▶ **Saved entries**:
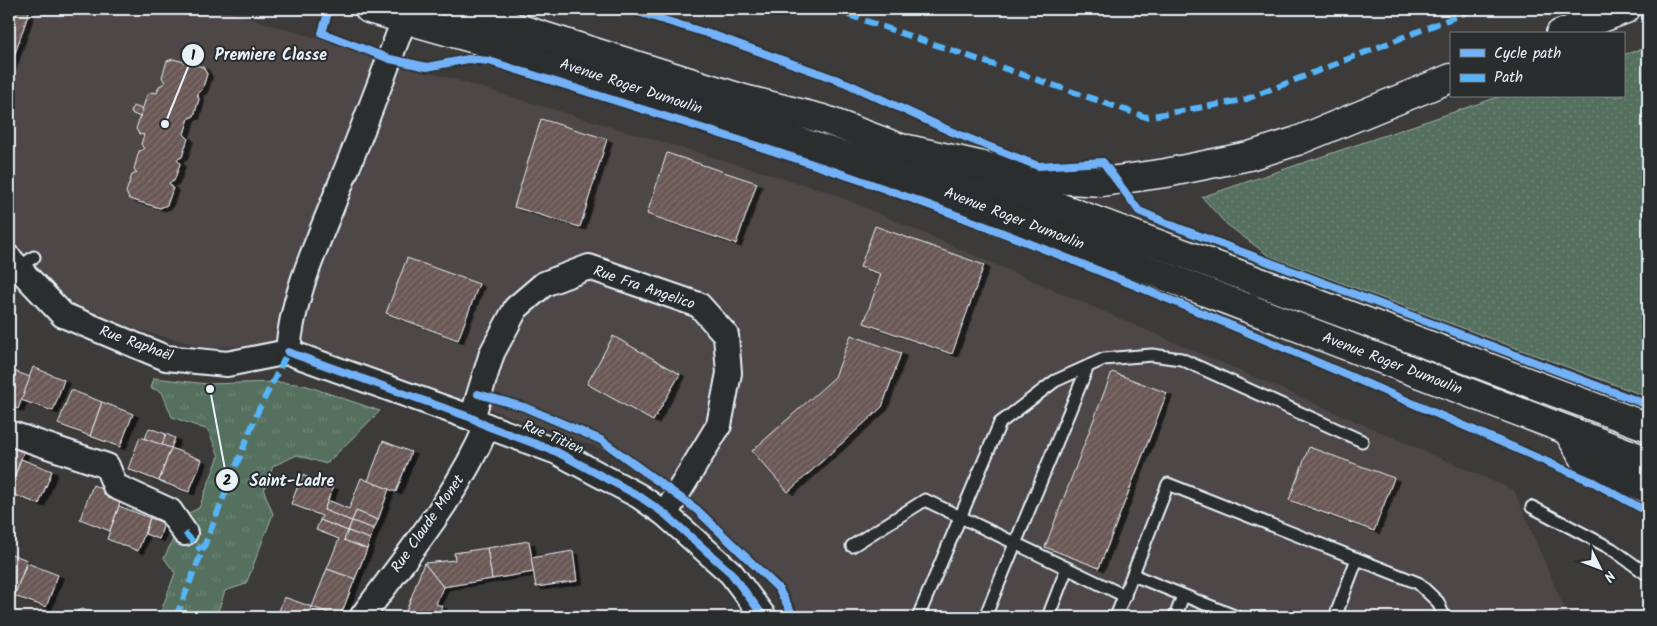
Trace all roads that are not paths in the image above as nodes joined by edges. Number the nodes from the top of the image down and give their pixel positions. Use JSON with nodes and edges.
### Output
{"nodes":[{"id":1,"x":369,"y":9,"type":"edge"},
{"id":2,"x":457,"y":9,"type":"edge"},
{"id":3,"x":1626,"y":9,"type":"edge"},
{"id":4,"x":406,"y":14,"type":"edge"},
{"id":5,"x":1565,"y":32,"type":"edge"},
{"id":6,"x":1450,"y":78,"type":"edge"},
{"id":7,"x":907,"y":149,"type":"junction"},
{"id":8,"x":17,"y":267,"type":"edge"},
{"id":9,"x":288,"y":352,"type":"junction"},
{"id":10,"x":1088,"y":366,"type":"junction"},
{"id":11,"x":479,"y":422,"type":"junction"},
{"id":12,"x":1648,"y":427,"type":"edge"},
{"id":13,"x":1567,"y":430,"type":"junction"},
{"id":14,"x":9,"y":433,"type":"edge"},
{"id":15,"x":1362,"y":441,"type":"dead end"},
{"id":16,"x":1648,"y":461,"type":"edge"},
{"id":17,"x":1648,"y":489,"type":"edge"},
{"id":18,"x":1532,"y":507,"type":"dead end"},
{"id":19,"x":665,"y":514,"type":"junction"},
{"id":20,"x":959,"y":516,"type":"junction"},
{"id":21,"x":185,"y":533,"type":"dead end"},
{"id":22,"x":1017,"y":544,"type":"junction"},
{"id":23,"x":852,"y":546,"type":"dead end"},
{"id":24,"x":1357,"y":559,"type":"junction"},
{"id":25,"x":1067,"y":568,"type":"junction"},
{"id":26,"x":1133,"y":575,"type":"junction"},
{"id":27,"x":1648,"y":575,"type":"edge"},
{"id":28,"x":1125,"y":596,"type":"junction"},
{"id":29,"x":1183,"y":596,"type":"junction"},
{"id":30,"x":362,"y":617,"type":"edge"},
{"id":31,"x":764,"y":617,"type":"edge"},
{"id":32,"x":918,"y":617,"type":"edge"},
{"id":33,"x":985,"y":617,"type":"edge"},
{"id":34,"x":1048,"y":617,"type":"edge"},
{"id":35,"x":1116,"y":617,"type":"edge"},
{"id":36,"x":1175,"y":617,"type":"edge"},
{"id":37,"x":1237,"y":617,"type":"edge"},
{"id":38,"x":1335,"y":617,"type":"edge"},
{"id":39,"x":1444,"y":617,"type":"edge"}],
"edges":[{"from":1,"to":4,"type":"main road","name":"Avenue Roger Dumoulin"},
{"from":2,"to":7,"type":"main road","name":"Avenue Roger Dumoulin"},
{"from":3,"to":5,"type":"main road"},
{"from":4,"to":9,"type":"street"},
{"from":4,"to":13,"type":"main road","name":"Avenue Roger Dumoulin"},
{"from":6,"to":7,"type":"main road"},
{"from":7,"to":12,"type":"main road","name":"Avenue Roger Dumoulin"},
{"from":8,"to":9,"type":"street","name":"Rue Raphaël"},
{"from":9,"to":11,"type":"street","name":"Rue Titien"},
{"from":10,"to":15,"type":"lane"},
{"from":10,"to":20,"type":"lane"},
{"from":10,"to":22,"type":"lane"},
{"from":11,"to":19,"type":"street","name":"Rue Titien"},
{"from":11,"to":19,"type":"street","name":"Rue Fra Angelico"},
{"from":11,"to":30,"type":"street","name":"Rue Claude Monet"},
{"from":13,"to":16,"type":"main road","name":"Avenue Roger Dumoulin"},
{"from":13,"to":17,"type":"main road"},
{"from":14,"to":21,"type":"street"},
{"from":18,"to":27,"type":"lane"},
{"from":19,"to":31,"type":"street","name":"Rue Titien"},
{"from":20,"to":22,"type":"lane"},
{"from":20,"to":23,"type":"lane"},
{"from":20,"to":32,"type":"lane"},
{"from":22,"to":25,"type":"lane"},
{"from":22,"to":33,"type":"lane"},
{"from":24,"to":26,"type":"lane"},
{"from":24,"to":38,"type":"lane"},
{"from":24,"to":39,"type":"lane"},
{"from":25,"to":28,"type":"lane"},
{"from":25,"to":34,"type":"lane"},
{"from":26,"to":28,"type":"lane"},
{"from":26,"to":29,"type":"lane"},
{"from":28,"to":35,"type":"lane"},
{"from":29,"to":36,"type":"lane"},
{"from":29,"to":37,"type":"lane"}]}
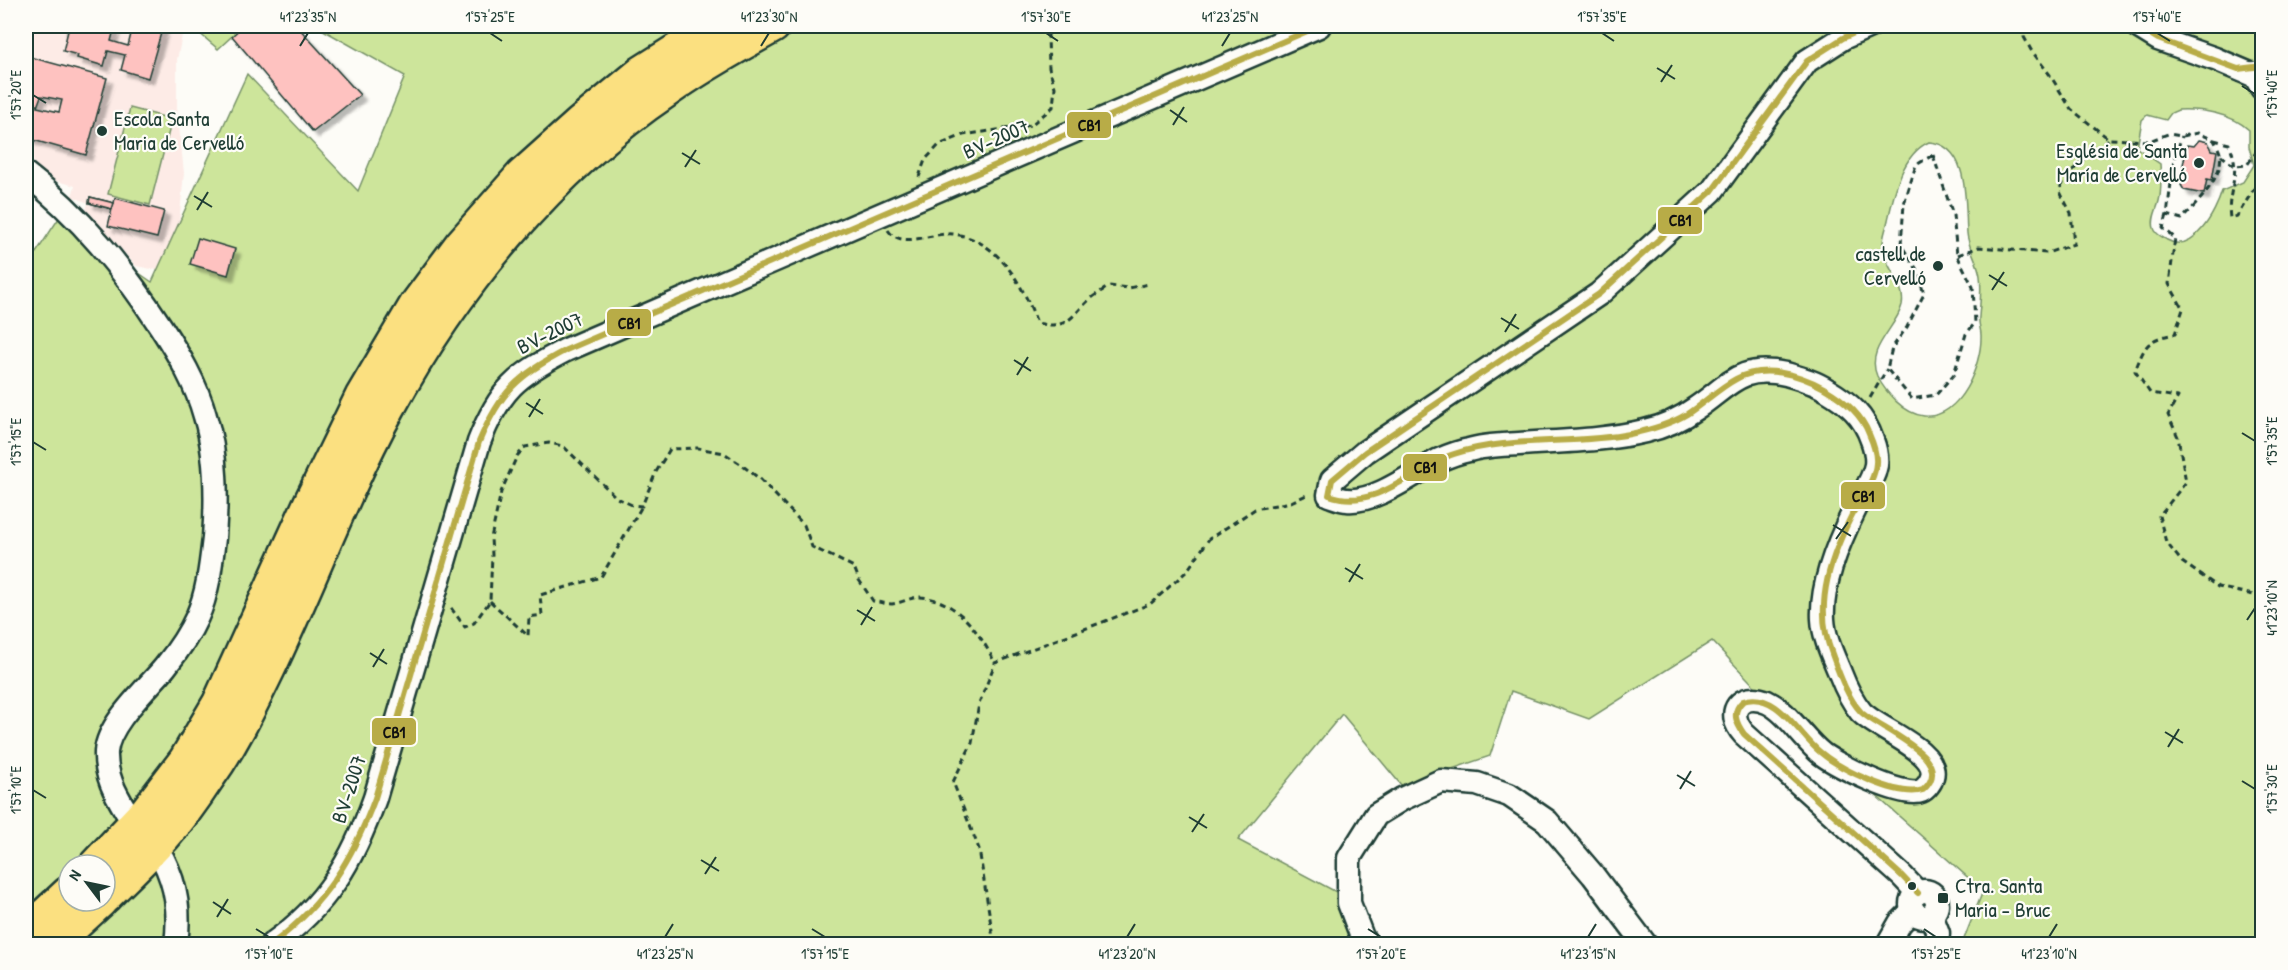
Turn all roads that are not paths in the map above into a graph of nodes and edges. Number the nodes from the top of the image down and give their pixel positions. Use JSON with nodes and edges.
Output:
{"nodes":[{"id":1,"x":716,"y":26,"type":"edge"},
{"id":2,"x":773,"y":26,"type":"edge"},
{"id":3,"x":1319,"y":26,"type":"edge"},
{"id":4,"x":1870,"y":26,"type":"edge"},
{"id":5,"x":2137,"y":26,"type":"edge"},
{"id":6,"x":2262,"y":66,"type":"edge"},
{"id":7,"x":2238,"y":69,"type":"junction"},
{"id":8,"x":2262,"y":88,"type":"edge"},
{"id":9,"x":26,"y":174,"type":"edge"},
{"id":10,"x":126,"y":811,"type":"dead end"},
{"id":11,"x":107,"y":853,"type":"edge"},
{"id":12,"x":163,"y":859,"type":"dead end"},
{"id":13,"x":117,"y":884,"type":"edge"},
{"id":14,"x":57,"y":903,"type":"edge"},
{"id":15,"x":1921,"y":906,"type":"junction"},
{"id":16,"x":87,"y":913,"type":"edge"},
{"id":17,"x":26,"y":933,"type":"edge"},
{"id":18,"x":53,"y":945,"type":"edge"},
{"id":19,"x":176,"y":945,"type":"edge"},
{"id":20,"x":272,"y":945,"type":"edge"},
{"id":21,"x":1367,"y":945,"type":"edge"},
{"id":22,"x":1645,"y":945,"type":"edge"},
{"id":23,"x":1888,"y":945,"type":"edge"},
{"id":24,"x":1937,"y":945,"type":"edge"}],
"edges":[{"from":1,"to":11,"type":"highway"},
{"from":2,"to":13,"type":"highway"},
{"from":3,"to":20,"type":"street","number":"BV-2007"},
{"from":4,"to":15,"type":"street"},
{"from":5,"to":7,"type":"street"},
{"from":6,"to":7,"type":"street"},
{"from":7,"to":8,"type":"street"},
{"from":9,"to":10,"type":"street"},
{"from":12,"to":19,"type":"street"},
{"from":14,"to":17,"type":"highway"},
{"from":15,"to":23,"type":"street"},
{"from":15,"to":24,"type":"street"},
{"from":16,"to":18,"type":"highway"},
{"from":21,"to":22,"type":"street"}]}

▶ **Problem description**: Scan the entries above, and wherever a line holds the string "Avenue", copy it.

▶ **Answer space**:
"edges":[{"from":1,"to":4,"type":"main road","name":"Avenue Roger Dumoulin"},
{"from":2,"to":7,"type":"main road","name":"Avenue Roger Dumoulin"},
{"from":4,"to":13,"type":"main road","name":"Avenue Roger Dumoulin"},
{"from":7,"to":12,"type":"main road","name":"Avenue Roger Dumoulin"},
{"from":13,"to":16,"type":"main road","name":"Avenue Roger Dumoulin"},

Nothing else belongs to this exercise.